*Human pose keypoint data*
-=-=-

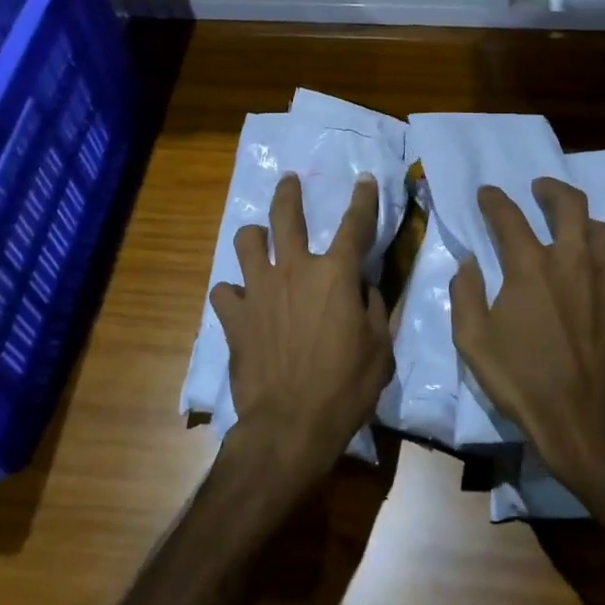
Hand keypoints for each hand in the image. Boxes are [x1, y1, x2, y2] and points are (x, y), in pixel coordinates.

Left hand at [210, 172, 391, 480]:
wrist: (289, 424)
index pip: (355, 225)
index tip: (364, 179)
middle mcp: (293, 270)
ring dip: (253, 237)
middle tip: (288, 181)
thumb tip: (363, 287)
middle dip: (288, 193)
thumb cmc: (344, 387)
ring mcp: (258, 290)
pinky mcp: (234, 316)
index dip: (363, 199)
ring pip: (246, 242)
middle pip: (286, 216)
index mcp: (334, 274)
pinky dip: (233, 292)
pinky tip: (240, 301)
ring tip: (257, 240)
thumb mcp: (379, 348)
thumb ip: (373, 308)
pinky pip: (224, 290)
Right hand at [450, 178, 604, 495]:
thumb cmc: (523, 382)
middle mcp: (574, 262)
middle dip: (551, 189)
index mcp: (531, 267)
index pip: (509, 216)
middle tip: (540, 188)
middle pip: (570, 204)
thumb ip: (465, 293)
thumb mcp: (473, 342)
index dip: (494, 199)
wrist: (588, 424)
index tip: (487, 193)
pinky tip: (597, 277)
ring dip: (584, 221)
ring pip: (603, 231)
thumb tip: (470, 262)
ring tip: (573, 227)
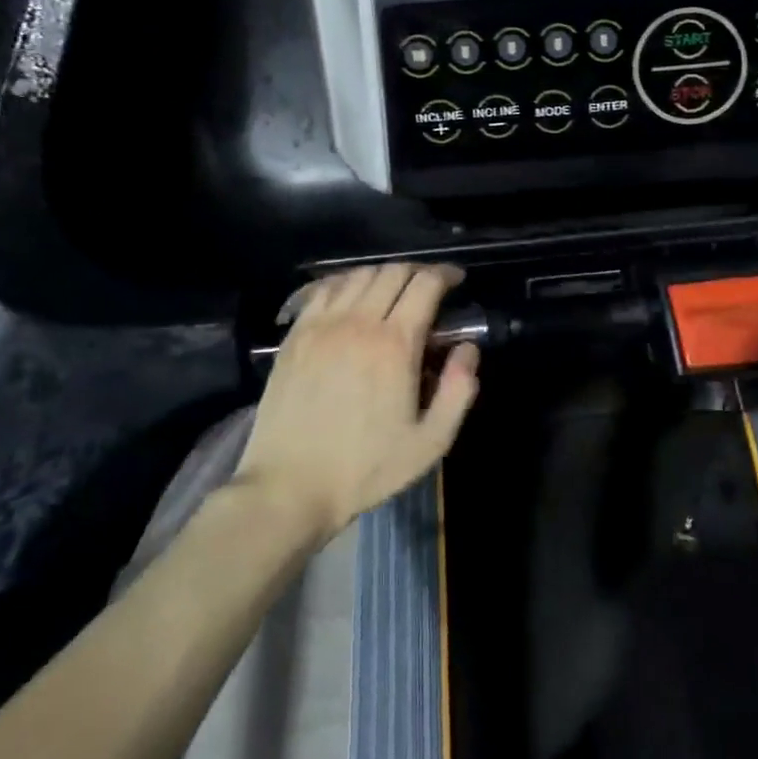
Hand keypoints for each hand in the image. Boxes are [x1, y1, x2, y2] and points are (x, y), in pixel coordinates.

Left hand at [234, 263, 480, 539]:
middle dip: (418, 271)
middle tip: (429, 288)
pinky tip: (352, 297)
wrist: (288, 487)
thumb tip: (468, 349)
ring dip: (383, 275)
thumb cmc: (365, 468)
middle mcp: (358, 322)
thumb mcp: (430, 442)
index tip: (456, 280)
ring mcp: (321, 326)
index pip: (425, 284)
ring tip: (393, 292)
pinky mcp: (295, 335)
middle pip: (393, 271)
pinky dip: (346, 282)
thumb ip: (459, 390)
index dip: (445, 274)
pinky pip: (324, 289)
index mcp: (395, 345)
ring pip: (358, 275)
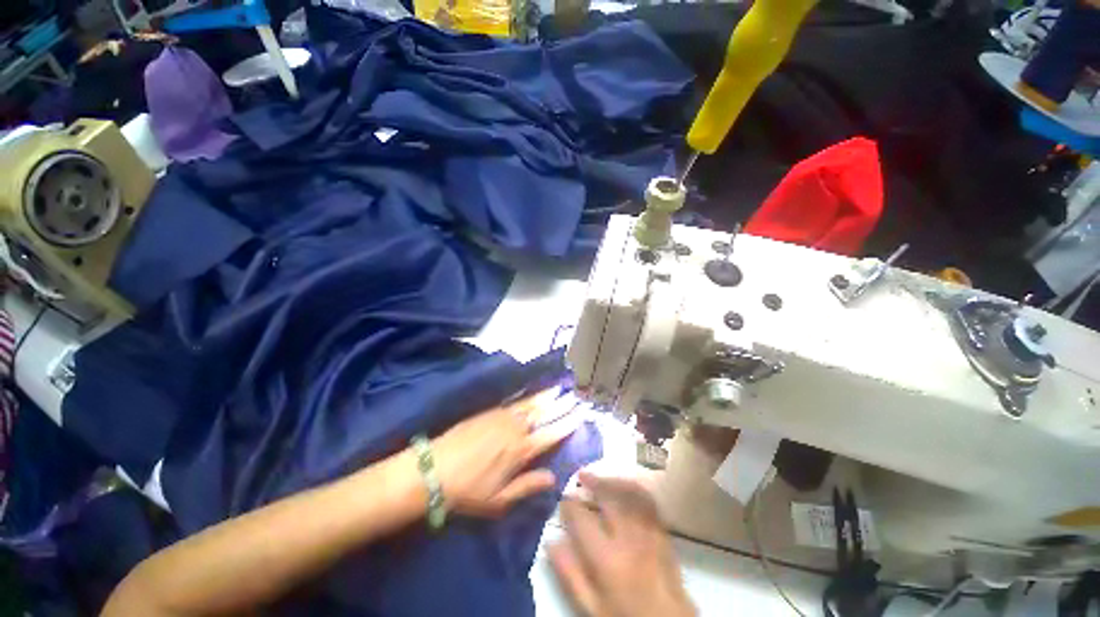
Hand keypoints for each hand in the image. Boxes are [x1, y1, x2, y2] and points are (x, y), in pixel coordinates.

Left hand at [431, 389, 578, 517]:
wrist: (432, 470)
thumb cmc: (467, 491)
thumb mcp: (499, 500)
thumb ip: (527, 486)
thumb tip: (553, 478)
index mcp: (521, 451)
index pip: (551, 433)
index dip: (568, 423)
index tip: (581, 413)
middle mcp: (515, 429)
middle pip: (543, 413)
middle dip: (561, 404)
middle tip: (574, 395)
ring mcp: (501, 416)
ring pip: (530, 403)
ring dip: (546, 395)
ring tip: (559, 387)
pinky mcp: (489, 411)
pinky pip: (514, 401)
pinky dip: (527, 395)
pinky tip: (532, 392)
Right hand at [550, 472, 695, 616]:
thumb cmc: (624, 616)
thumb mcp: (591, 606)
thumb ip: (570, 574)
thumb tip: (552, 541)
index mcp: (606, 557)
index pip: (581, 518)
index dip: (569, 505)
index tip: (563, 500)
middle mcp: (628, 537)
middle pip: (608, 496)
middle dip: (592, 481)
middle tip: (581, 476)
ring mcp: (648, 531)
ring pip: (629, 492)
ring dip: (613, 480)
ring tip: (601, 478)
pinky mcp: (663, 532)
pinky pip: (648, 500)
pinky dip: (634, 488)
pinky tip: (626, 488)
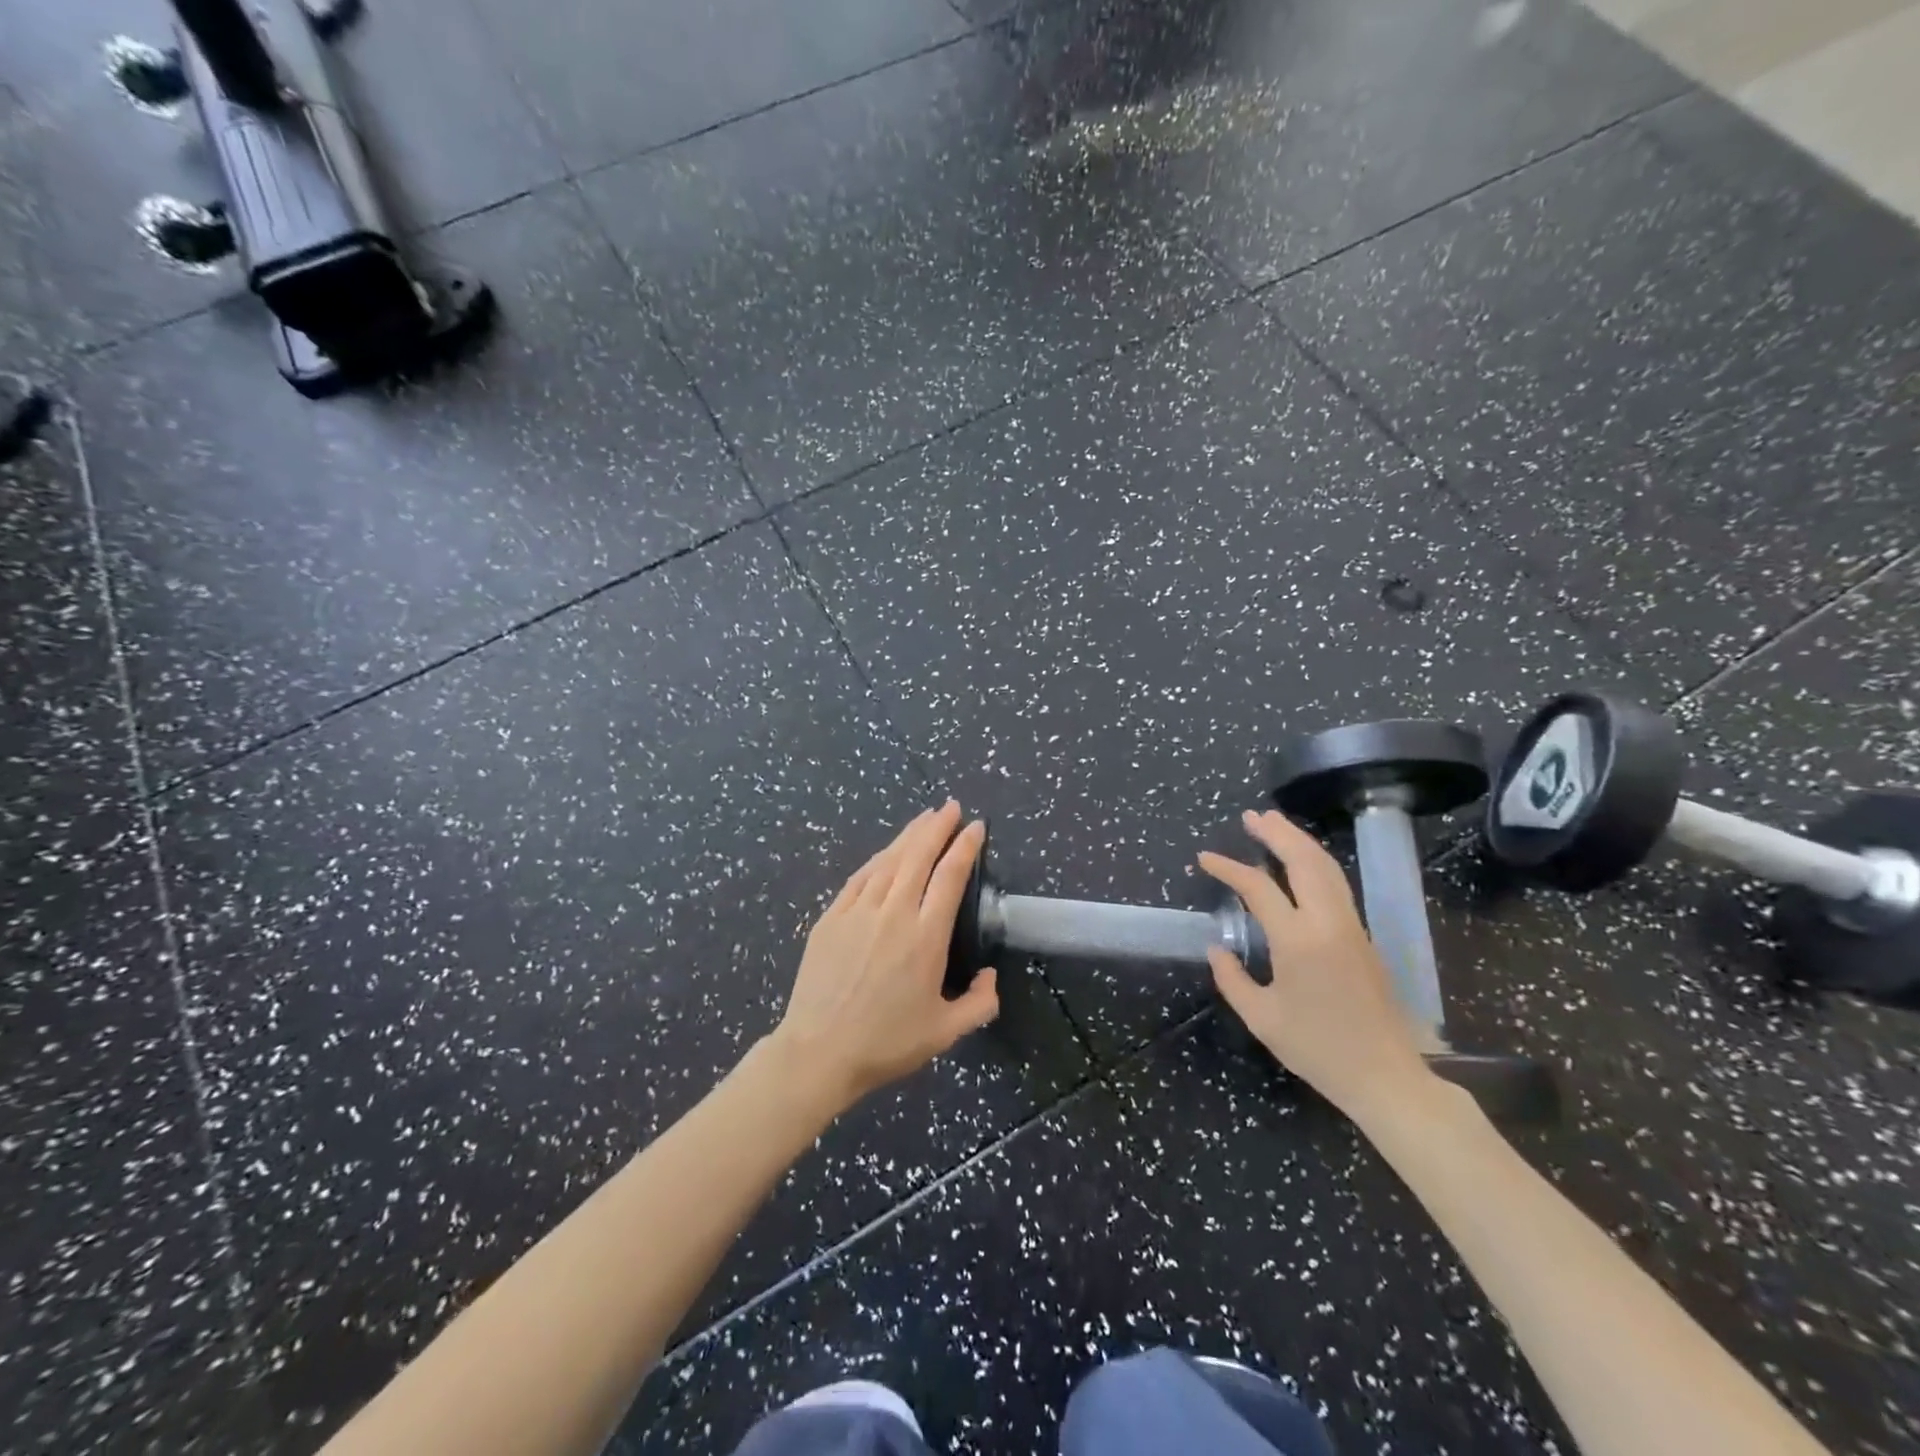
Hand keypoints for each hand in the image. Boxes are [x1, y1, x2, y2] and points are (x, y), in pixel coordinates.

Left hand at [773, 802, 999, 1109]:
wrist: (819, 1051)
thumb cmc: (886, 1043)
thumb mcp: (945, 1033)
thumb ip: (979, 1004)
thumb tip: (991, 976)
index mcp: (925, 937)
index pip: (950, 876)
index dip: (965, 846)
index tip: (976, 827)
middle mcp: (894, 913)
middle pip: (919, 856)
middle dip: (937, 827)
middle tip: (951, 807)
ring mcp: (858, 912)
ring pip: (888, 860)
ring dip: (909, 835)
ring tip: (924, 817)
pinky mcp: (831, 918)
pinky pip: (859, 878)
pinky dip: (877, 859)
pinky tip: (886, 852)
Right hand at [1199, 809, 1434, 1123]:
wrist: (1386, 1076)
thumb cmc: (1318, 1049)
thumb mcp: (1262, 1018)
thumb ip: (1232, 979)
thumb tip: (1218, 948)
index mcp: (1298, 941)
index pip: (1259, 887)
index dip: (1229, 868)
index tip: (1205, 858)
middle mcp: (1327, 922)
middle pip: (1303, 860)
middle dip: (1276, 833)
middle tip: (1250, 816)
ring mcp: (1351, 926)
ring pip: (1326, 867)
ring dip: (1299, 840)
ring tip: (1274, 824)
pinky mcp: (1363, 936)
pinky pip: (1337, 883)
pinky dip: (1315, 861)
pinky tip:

-=-=-

*What to do*
A word-for-word restatement of the records above from the line containing "ring pip: (1326, 867)" to their final line is all the answer should hold.

*Response*
ring pip: (1326, 867)
ring dip: (1299, 840)
ring tip: (1274, 824)
pinky mcp: (1363, 936)
pinky pip: (1337, 883)
pinky dip: (1315, 861)
pinky tip:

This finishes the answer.